A ces mots, mon cœur se glace. Le poids de leur signification pèse dans l'habitacle. La main de Pierrot se crispe sur son genou, un froncement nerveux plisse son front. Emma ne dit rien.

Pendant quelques instants, le silence s'installe, irrespirable. C'est encore moi qui prends la parole, seule roue motrice dans la stagnation des autres. Je ne comprends pas leur soudaine apathie.

J'essaie de les réveiller, de pousser quelqu'un à l'action.

— Alors qu'est-ce qu'on fait ?

Les paupières de Fred se ferment douloureusement, Zayane fuit mon regard dans le rétroviseur. Pierrot détourne la tête quand je tente de créer le contact.

— Qu'est-ce qu'on peut faire ?

Cette fois, ma voix se fane, plaintive, et tressaille sur la dernière syllabe.

Encore une fois, Emma explose.

— Qu'est-ce que tu veux qu'on fasse ? Double crétin ! Si Fred et Zayane ont pas d'idées, c'est pas toi avec ton demi-cerveau qui va servir à quelque chose !

Fred se retourne, plante ses prunelles dans celle d'Emma pour l'inciter au calme.

— Putain.

Sur ce dernier juron, Emma se renfonce dans son siège. Je perçois toujours le bouillonnement de sa colère, mais désormais, elle fixe un point invisible à l'opposé de ma tête.

Vaincu, je me laisse doucement retomber contre la vitre et observe au-dehors pour tenter de calmer la tornade d'émotions qui m'agite : peur, colère, culpabilité.

Quelques nuages irisés flottent dans le ciel du soir.
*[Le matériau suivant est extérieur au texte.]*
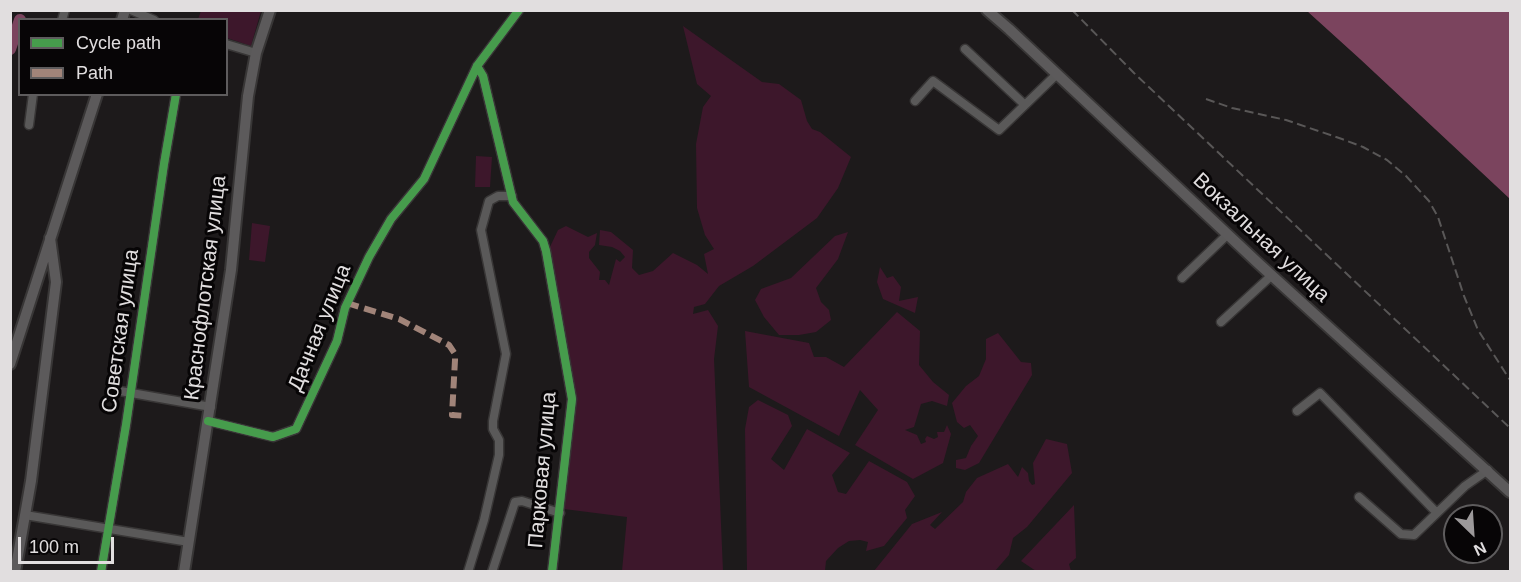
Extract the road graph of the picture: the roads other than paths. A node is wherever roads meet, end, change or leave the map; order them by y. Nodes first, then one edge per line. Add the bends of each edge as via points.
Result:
1 (130, 10) edge
2 (270, 10) edge
3 (519, 10) edge
4 (987, 10) edge
5 (149, 18) edge
6 (228, 45) edge
7 (965, 49) dead end
8 (256, 53) junction
9 (477, 66) junction
10 (1057, 74) junction
11 (33, 96) edge
12 (96, 96) edge
13 (176, 96) edge
14 (915, 101) dead end
15 (1025, 105) junction
16 (29, 125) dead end
17 (512, 196) junction
18 (1227, 236) junction
19 (50, 238) junction
20 (1271, 276) junction
21 (1182, 278) dead end
22 (1221, 321) dead end
23 (10, 364) edge
24 (120, 392) dead end
25 (130, 393) junction
26 (210, 407) junction
27 (1297, 411) dead end
28 (208, 421) junction
29 (1488, 470) junction
30 (1510, 492) edge
31 (1359, 497) dead end
32 (560, 513) junction
33 (1437, 513) junction
34 (25, 515) junction
35 (108, 530) junction
36 (189, 542) junction
37 (15, 572) edge
38 (101, 572) edge
39 (184, 572) edge
40 (468, 572) edge
41 (492, 572) edge
42 (552, 572) edge

1 - 5 street
2 - 8 main road, Краснофлотская улица
3 - 9 street, Дачная улица
4 - 10 main road, Вокзальная улица
6 - 8 street
7 - 15 street
8 - 26 main road, Краснофлотская улица via 231,270
9 - 17 street, Парковая улица via 483,76
9 - 28 street, Дачная улица via 424,179 391,219 357,280 337,341 296,429 273,437
10 - 15 street
10 - 18 main road, Вокзальная улица
11 - 16 street
12 - 19 main road
13 - 25 street, Советская улица
14 - 15 street via 933,81 999,130
17 - 32 street, Парковая улица via 543,241 572,399
17 - 40 street via 489,201 481,230 506,354 493,421 499,454
18 - 20 main road, Вокзальная улица
18 - 21 street
19 - 23 main road
19 - 34 main road via 56,282
20 - 22 street
20 - 29 main road, Вокзальная улица
24 - 25 street
25 - 26 street
25 - 35 street, Советская улица
26 - 28 main road, Краснофлотская улица
27 - 33 street via 1320,393
28 - 36 main road, Краснофлотская улица
29 - 30 main road, Вокзальная улица
29 - 33 street
31 - 33 street via 1407,536 1414,535
32 - 41 street, Парковая улица via 516,502
32 - 42 street, Парковая улица
34 - 35 street
34 - 37 main road
35 - 36 street
35 - 38 street, Советская улица
36 - 39 main road, Краснофлотская улица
Le soleil couchant les enflamme de nuances de rose, jaune, orangé. Comme délayés par le vent, ils fuient vers l'est, s'amoncellent dans une délicate dentelle de couleur. Je contemple le spectacle, me projette vers l'extérieur, vers le ciel calme, et cela m'apaise un peu.

Nous continuons de rouler sans but. En désespoir de cause, j'imagine. Rouler pour ne pas s'arrêter, pour ne pas avouer la défaite. J'ai abandonné l'idée d'agir. Pour qui je me prends ? Je commence à ruminer et immédiatement, l'angoisse remonte.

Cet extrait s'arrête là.